(Beginning of EXTRACTED MATERIAL)

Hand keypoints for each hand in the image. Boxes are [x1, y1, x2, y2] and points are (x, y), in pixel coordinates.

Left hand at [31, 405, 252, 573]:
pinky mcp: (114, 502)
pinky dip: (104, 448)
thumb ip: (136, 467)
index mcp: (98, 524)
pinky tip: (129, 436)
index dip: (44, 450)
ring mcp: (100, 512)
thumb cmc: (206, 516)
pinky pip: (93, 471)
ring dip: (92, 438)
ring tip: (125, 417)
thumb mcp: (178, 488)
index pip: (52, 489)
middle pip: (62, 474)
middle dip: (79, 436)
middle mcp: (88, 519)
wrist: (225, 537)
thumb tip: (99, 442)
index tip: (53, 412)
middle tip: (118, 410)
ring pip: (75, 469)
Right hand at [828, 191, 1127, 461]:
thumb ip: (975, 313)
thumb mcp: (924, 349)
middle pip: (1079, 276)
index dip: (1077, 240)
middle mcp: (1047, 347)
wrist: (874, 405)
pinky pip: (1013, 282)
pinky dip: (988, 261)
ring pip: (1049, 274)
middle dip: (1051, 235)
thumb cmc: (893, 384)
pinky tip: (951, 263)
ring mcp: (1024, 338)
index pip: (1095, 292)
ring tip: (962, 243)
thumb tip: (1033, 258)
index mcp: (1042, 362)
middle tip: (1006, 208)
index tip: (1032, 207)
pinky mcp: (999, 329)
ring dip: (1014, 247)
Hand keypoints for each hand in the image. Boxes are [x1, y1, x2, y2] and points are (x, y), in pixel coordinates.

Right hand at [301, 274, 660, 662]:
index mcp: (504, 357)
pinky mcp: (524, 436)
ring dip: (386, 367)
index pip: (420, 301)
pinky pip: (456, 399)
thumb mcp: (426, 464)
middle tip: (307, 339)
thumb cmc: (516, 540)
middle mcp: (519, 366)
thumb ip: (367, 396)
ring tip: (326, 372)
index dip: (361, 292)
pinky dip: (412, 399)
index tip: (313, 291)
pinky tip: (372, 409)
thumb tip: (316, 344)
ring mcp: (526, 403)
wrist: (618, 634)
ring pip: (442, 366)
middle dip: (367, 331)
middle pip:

(End of EXTRACTED MATERIAL)

THE PROBLEM
Copy every line above without altering a word.

YOUR SOLUTION
Hand keypoints for each hand in the image. Boxes are [x1, y1, x2, y2] and points are (x, y), in pixel coordinates.

Left hand at [31, 405, 252, 573]:
pinky mcp: (114, 502)
pinky dip: (104, 448)
thumb ip: (136, 467)
index mcp: (98, 524)
pinky tip: (129, 436)
index dip: (44, 450)
ring mcp: (100, 512)
thumb cmc: (206, 516)
pinky pip: (93, 471)
ring dip: (92, 438)
ring tip: (125, 417)
thumb mcp: (178, 488)
index pip: (52, 489)
middle pip: (62, 474)
middle dip: (79, 436)
middle mcp: (88, 519)
wrist: (225, 537)
thumb tip: (99, 442)
index tip: (53, 412)
middle tip: (118, 410)
ring pip: (75, 469)
Right hand at [828, 191, 1127, 461]:
thumb ip: (975, 313)
thumb mcp: (924, 349)
middle pip: (1079, 276)
index dip: (1077, 240)
middle mcp: (1047, 347)
wrist: (874, 405)
pinky pip: (1013, 282)
pinky dip: (988, 261)
ring pip: (1049, 274)
middle dip: (1051, 235)
thumb cmc: (893, 384)
pinky tip: (951, 263)
ring mcp: (1024, 338)
index pip: (1095, 292)
ring tip: (962, 243)
thumb tip: (1033, 258)
index mcp: (1042, 362)
middle tip: (1006, 208)
index tip: (1032, 207)
pinky mcp: (999, 329)
ring dip: (1014, 247)
Hand keypoints for each hand in the image. Boxes are [x1, y1, x2, y2] and points are (x, y), in pixel coordinates.

Right hand at [301, 274, 660, 662]:
index mcp: (504, 357)
pinky mcp: (524, 436)
ring dip: (386, 367)
index pip: (420, 301)
pinky pip: (456, 399)
thumb mcp: (426, 464)
middle tip: (307, 339)
thumb cmc: (516, 540)
middle mcp: (519, 366)
thumb ip: (367, 396)
ring tip: (326, 372)
index dip: (361, 292)
pinky dip: (412, 399)
index tip: (313, 291)
pinky tip: (372, 409)
thumb tip: (316, 344)
ring mcp: (526, 403)
wrist: (618, 634)
ring pip: (442, 366)
middle dip: (367, 331)
middle pip:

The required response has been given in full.